Superar esses obstáculos tem sido uma conquista surpreendente. Quando Al Sabawi apareceu no programa de televisão The Cafe, da Al Jazeera, o apresentador Medhi Hasan disse: “Sabawi acredita que a corrupção é abundante dentro da Autoridade Palestina e diz que a ajuda externa prejudicou uma economia palestina independente”. No programa, Sabawi observou:
“A Autoridade Palestiniana tornou-se hoje essencialmente um subcontratante da ocupação israelita. Quando Oslo foi criado em 1993, e Israel estava arcando com o fardo econômico da ocupação. Era muito caro, mas quando a Autoridade Palestina foi criada, essencialmente começou a policiar as cidades palestinas. Mas quem pagou a conta? Todos os Estados doadores, os Estados Unidos, o Canadá e toda a comunidade internacional, mas Israel manteve plenamente a sua ocupação. Israel ainda controlava fronteiras, espaço aéreo, água e praticamente todos os aspectos da vida do povo palestino, mas trouxe a Autoridade Palestina para administrar essas cidades. Então, foram cerca de 20 anos de gestão de ocupação, e isso nos levou de volta significativamente, e o que foi criado é essa entidade que se tornou, você sabe, focada mais em seu interesse próprio do que nos interesses do povo palestino…
A liderança palestina (…) não serviu para impulsionar a libertação palestina. Na sua forma atual, a Autoridade Palestiniana é completamente antidemocrática. Não tem mandato para o povo palestino. O povo que vai negociar com Israel, a liderança palestina que vai negociar com Israel, não tem mandato do povo palestiniano. Eles não os representam…”
Al Sabawi rejeita a sabedoria convencional de que a ajuda dos doadores é indispensável para o desenvolvimento econômico:
“Atualmente, cerca de 40% do PIB dos territórios palestinos é contabilizado pela ajuda de doadores. O povo palestino, como um resultado disso, também na Autoridade Palestina, tornou-se o maior beneficiário de ajuda externa no mundo per capita. Além disso, há uma enorme dependência da ocupação israelense. 95% de nossa energia vem de Israel; 80% das nossas importações vêm de Israel; 90% das nossas exportações vão para Israel. A economia palestina é uma subeconomia…”

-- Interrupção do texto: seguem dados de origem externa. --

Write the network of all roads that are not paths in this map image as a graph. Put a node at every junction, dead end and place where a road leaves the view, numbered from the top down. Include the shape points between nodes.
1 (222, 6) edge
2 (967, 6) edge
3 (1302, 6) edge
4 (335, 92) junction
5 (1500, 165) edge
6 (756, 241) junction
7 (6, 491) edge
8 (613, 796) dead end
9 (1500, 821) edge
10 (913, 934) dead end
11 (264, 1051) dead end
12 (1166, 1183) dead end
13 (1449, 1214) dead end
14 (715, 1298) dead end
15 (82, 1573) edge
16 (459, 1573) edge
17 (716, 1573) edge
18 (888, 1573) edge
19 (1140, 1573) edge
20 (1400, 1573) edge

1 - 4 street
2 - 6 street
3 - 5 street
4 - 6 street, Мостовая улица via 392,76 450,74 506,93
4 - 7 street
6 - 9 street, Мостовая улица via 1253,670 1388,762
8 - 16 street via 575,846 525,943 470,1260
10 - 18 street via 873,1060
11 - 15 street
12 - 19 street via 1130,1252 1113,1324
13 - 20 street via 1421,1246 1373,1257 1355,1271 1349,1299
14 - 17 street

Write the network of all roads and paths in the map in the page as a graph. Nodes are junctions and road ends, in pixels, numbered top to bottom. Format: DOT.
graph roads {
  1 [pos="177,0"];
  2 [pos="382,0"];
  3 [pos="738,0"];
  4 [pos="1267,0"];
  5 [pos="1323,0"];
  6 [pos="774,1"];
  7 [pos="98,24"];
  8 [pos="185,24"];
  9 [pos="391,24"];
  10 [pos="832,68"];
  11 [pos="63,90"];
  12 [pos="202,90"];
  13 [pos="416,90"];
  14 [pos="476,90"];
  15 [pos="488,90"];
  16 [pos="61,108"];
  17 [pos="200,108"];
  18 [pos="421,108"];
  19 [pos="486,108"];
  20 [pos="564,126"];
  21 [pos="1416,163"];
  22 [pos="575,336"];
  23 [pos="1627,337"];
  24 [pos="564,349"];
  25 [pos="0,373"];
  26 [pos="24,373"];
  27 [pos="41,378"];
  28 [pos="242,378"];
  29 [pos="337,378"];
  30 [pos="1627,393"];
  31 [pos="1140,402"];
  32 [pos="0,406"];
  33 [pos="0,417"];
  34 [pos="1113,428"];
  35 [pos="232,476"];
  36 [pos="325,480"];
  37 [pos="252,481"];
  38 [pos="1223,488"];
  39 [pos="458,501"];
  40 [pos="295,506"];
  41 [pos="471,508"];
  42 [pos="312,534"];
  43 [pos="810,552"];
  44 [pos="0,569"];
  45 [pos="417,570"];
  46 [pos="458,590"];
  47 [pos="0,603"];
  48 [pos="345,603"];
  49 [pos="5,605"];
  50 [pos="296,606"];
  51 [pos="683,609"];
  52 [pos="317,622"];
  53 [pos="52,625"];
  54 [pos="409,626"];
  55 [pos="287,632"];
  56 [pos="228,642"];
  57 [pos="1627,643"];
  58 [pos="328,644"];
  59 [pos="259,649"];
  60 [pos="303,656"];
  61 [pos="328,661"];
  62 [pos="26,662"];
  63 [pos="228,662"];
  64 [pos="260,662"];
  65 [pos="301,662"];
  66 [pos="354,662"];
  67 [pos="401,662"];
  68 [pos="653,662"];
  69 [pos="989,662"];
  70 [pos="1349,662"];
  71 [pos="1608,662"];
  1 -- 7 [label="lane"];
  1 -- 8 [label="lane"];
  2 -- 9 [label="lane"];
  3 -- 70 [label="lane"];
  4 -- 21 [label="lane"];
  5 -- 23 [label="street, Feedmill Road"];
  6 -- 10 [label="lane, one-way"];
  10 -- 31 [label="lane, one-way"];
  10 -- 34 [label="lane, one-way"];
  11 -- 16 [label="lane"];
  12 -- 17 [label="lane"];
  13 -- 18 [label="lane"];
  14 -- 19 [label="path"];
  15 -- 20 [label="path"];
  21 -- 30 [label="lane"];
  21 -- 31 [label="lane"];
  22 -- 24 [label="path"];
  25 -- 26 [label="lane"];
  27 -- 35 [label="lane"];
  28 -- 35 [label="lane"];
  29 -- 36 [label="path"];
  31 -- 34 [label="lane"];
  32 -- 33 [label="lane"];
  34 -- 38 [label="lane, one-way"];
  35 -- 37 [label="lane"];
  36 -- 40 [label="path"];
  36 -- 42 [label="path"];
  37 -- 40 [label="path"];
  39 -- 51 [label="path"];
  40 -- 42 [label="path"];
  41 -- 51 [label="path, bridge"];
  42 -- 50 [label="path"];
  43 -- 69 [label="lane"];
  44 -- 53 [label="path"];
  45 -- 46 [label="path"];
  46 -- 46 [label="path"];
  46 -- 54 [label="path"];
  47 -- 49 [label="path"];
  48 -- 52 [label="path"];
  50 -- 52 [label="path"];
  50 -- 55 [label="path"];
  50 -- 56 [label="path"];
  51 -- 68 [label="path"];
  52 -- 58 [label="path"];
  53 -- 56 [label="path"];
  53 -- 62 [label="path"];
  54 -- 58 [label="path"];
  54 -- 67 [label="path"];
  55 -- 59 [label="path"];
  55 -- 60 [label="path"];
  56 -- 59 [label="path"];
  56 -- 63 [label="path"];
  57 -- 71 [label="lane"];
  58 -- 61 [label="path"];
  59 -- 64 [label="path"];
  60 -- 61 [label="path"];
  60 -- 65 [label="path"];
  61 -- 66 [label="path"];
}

Sabawi vê claramente as consequências perversas da chamada ajuda:
“Ela compromete a independência política e econômica do povo palestino. Então, se o povo palestino tomar um caminho independente ou eleger seu próprio governo, como fez eloquentemente em 2006 [em Gaza], então os 80% dos eleitores compareceram, então a ajuda dos doadores foi cortada e o povo palestino foi punido por exercer seus direitos democráticos [,] por ser democrático. E apenas um pequeno ponto, a situação agora, economicamente, é muito pior do que era antes. A AP… está forçando os bancos palestinos a dar 50% de seus depósitos como linhas de empréstimo para o povo palestino. Por que? Porque a OPIC, a Corporação de Investimento Privado Ultramarino, que é uma organização de política externa americana, veio e forneceu garantias de empréstimos para bancos palestinos, para impulsionar a economia palestina a ser mais baseada em dívida. Agora, a dívida acumulou para US$ 3 bilhões, dívida de consumo para o povo palestino… A Autoridade Palestiniana criou mais vítimas dependentes no povo palestino em vez de enfrentar a ocupação israelita.”
Os defensores da liberdade só podem esperar que Al Sabawi inspire uma nova geração de libertadores palestinos, que se dedique à liberdade e autonomia individuais por meio da propriedade privada e da livre iniciativa.